━━━━━ GIVEN RECORDS

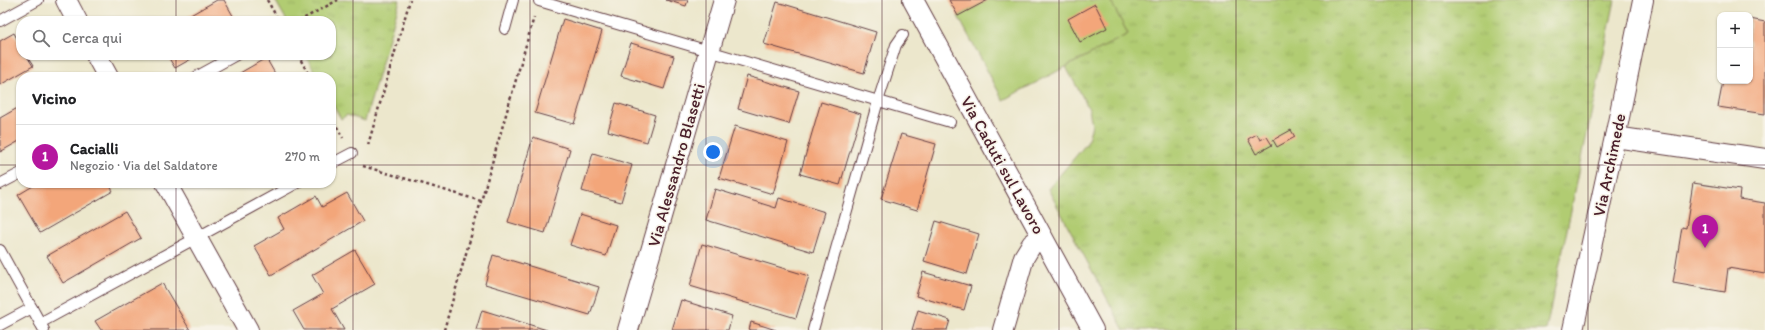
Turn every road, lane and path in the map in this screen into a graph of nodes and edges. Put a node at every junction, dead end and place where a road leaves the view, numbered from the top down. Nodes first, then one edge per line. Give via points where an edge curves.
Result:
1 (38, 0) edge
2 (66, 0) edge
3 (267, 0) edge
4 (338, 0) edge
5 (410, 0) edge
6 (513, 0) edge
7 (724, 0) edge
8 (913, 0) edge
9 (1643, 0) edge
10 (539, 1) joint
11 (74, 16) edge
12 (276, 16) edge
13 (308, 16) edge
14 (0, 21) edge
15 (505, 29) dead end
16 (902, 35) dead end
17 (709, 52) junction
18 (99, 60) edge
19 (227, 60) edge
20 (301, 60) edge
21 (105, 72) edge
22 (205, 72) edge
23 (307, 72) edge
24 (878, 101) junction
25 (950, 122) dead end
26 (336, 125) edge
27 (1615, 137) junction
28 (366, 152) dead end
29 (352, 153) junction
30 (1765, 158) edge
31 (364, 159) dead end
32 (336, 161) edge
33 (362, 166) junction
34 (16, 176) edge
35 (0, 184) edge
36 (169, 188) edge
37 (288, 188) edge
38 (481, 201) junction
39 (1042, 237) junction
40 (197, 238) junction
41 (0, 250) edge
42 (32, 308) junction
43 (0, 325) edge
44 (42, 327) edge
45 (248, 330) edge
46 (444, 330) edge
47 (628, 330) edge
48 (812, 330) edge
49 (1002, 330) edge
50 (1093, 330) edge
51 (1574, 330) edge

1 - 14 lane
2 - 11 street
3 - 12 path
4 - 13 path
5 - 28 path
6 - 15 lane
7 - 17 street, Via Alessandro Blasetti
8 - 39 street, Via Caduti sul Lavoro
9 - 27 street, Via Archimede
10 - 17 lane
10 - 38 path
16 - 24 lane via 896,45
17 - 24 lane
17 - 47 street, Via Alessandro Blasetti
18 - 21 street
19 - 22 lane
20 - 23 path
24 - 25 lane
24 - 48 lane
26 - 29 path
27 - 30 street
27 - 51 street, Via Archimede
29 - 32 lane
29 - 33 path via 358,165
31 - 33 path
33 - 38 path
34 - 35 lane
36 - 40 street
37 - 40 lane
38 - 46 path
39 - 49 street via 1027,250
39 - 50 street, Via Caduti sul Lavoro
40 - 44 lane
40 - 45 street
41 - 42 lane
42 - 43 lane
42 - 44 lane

━━━━━━━━━━

**DESCRIPTION OF THE TASK**
Every line of the material above should be repeated exactly, except for the pictures.

**WRITTEN ANSWER**
Turn every road, lane and path in the map in this screen into a graph of nodes and edges. Put a node at every junction, dead end and place where a road leaves the view, numbered from the top down. Nodes first, then one edge per line. Give via points where an edge curves.
Result:
1 (38, 0) edge
2 (66, 0) edge
3 (267, 0) edge
4 (338, 0) edge
5 (410, 0) edge
6 (513, 0) edge
7 (724, 0) edge
8 (913, 0) edge
9 (1643, 0) edge
10 (539, 1) joint
11 (74, 16) edge
12 (276, 16) edge
13 (308, 16) edge
14 (0, 21) edge
15 (505, 29) dead end
16 (902, 35) dead end
17 (709, 52) junction
18 (99, 60) edge
19 (227, 60) edge
20 (301, 60) edge
21 (105, 72) edge
22 (205, 72) edge
23 (307, 72) edge
24 (878, 101) junction
25 (950, 122) dead end
26 (336, 125) edge
27 (1615, 137) junction
28 (366, 152) dead end
29 (352, 153) junction
30 (1765, 158) edge
31 (364, 159) dead end
32 (336, 161) edge
33 (362, 166) junction
34 (16, 176) edge
35 (0, 184) edge
36 (169, 188) edge
37 (288, 188) edge
38 (481, 201) junction
39 (1042, 237) junction
40 (197, 238) junction
41 (0, 250) edge
42 (32, 308) junction
43 (0, 325) edge
44 (42, 327) edge
45 (248, 330) edge
46 (444, 330) edge
47 (628, 330) edge
48 (812, 330) edge
49 (1002, 330) edge
50 (1093, 330) edge
51 (1574, 330) edge

1 - 14 lane
2 - 11 street
3 - 12 path
4 - 13 path
5 - 28 path
6 - 15 lane
7 - 17 street, Via Alessandro Blasetti
8 - 39 street, Via Caduti sul Lavoro
9 - 27 street, Via Archimede
10 - 17 lane
10 - 38 path
16 - 24 lane via 896,45
17 - 24 lane
17 - 47 street, Via Alessandro Blasetti
18 - 21 street
19 - 22 lane
20 - 23 path
24 - 25 lane
24 - 48 lane
26 - 29 path
27 - 30 street
27 - 51 street, Via Archimede
29 - 32 lane
29 - 33 path via 358,165
31 - 33 path
33 - 38 path
34 - 35 lane
36 - 40 street
37 - 40 lane
38 - 46 path
39 - 49 street via 1027,250
39 - 50 street, Via Caduti sul Lavoro
40 - 44 lane
40 - 45 street
41 - 42 lane
42 - 43 lane
42 - 44 lane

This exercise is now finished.